The Guernsey Literary and Potato Peel Pie Society
by Mary Ann Shaffer and Annie Barrows
The Dial Press (Random House), New York, 2008. 278 pages.
Sonderbooks Stand-out 2010: #1 Fiction
I heard about The Guernsey Literary and Potato Peel Pie Society from library customers, and was completely delighted with it.
Initially, the book reminded me of 84 Charing Cross Road, since it was also a book of letters. These letters, since fictional, had even more variety and spice.
Author Julia Ashton begins a correspondence with the people of the island of Guernsey (in the English Channel) when she receives a letter that begins like this:
Dear Miss Ashton,
My name is Dawsey Adams, and I live on my farm in St. Martin’s Parish on Guernsey. I know of you because I have an old book that once belonged to you — the Selected Essays of Elia, by an author whose name in real life was Charles Lamb. Your name and address were written inside the front cover.

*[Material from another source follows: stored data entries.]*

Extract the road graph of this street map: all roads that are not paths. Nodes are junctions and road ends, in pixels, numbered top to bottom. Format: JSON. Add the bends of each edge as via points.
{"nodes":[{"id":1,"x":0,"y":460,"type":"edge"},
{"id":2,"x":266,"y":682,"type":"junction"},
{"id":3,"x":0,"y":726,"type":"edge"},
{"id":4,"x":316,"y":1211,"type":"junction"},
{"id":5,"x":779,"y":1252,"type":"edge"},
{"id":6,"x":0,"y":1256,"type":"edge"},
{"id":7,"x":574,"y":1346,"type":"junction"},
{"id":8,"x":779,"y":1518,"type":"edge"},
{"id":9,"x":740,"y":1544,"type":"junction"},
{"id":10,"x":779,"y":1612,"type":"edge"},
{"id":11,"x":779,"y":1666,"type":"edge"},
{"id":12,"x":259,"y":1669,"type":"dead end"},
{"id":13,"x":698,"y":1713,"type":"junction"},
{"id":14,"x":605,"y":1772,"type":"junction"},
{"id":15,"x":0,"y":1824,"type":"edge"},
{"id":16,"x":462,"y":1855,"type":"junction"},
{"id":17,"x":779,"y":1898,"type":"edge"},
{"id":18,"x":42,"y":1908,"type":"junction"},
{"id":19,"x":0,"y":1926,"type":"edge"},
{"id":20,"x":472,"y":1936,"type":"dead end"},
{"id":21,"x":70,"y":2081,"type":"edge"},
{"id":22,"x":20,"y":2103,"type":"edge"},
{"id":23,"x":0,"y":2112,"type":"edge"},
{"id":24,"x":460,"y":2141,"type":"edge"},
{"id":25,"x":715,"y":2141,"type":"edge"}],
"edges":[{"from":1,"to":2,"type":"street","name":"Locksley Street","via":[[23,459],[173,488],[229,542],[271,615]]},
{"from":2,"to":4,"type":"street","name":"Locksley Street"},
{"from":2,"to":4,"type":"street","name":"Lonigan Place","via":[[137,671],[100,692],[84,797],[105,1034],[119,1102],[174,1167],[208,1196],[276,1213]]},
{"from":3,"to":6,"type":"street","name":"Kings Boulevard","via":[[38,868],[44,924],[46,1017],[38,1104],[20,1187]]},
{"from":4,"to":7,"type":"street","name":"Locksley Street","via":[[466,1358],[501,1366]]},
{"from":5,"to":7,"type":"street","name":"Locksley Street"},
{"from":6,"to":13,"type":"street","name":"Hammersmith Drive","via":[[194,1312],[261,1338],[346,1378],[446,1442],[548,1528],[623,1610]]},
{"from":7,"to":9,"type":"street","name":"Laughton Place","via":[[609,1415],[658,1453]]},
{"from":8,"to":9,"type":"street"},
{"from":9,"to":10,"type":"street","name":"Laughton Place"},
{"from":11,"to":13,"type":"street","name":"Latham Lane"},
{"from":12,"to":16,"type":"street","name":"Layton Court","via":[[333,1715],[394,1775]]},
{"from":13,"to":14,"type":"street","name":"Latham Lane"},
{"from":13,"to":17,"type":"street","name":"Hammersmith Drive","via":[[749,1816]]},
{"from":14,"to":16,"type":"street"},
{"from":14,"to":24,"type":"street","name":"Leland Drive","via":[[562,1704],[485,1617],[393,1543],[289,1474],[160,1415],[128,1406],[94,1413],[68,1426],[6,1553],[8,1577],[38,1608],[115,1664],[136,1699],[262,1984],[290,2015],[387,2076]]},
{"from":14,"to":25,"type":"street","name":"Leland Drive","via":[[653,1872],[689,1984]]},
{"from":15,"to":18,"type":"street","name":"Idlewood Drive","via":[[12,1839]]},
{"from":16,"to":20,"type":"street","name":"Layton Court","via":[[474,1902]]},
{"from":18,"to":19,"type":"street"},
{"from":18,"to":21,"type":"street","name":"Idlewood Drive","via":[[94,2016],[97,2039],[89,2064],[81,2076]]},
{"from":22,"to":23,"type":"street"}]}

I will speak plain — I love Charles Lamb. My own book says Selected, so I wondered if that meant he had written other things to choose from? These are the pieces I want to read, and though the Germans are gone now, there aren’t any bookshops left on Guernsey.
I want to ask a kindness of you. Could you send me the name and address of a bookshop in London? I would like to order more of Charles Lamb’s writings by post. I would also like to ask if anyone has ever written his life story, and if they have, could a copy be found for me? For all his bright and turning mind, I think Mr. Lamb must have had a great sadness in his life.
Charles Lamb made me laugh during the German Occupation, especially when he wrote about the roast pig. The Guernsey Literary and Potato Peel Pie Society came into being because of a roast pig we had to keep secret from the German soldiers, so I feel a kinship to Mr. Lamb….
Who could resist answering such a letter? Set shortly after World War II, as Julia inquires more about the Guernsey Literary and Potato Peel Pie Society, she learns about their extraordinary lives during the German occupation of the island. Since she was looking for a topic for her next book, she ends up visiting the island and the islanders quickly gain a place in her heart.
They will gain a place in the reader’s heart, too.
Yes, there are some awful stories from the war, but the overall tone of the book is uplifting, heartwarming, and delightful. I thoroughly enjoyed this book.
That’s what I love about reading: one tiny thing will interest you in a book, and that tiny thing will lead you onto another book, and another bit there will lead you onto a third book. It’s geometrically progressive — all with no end in sight, and for no other reason than sheer enjoyment.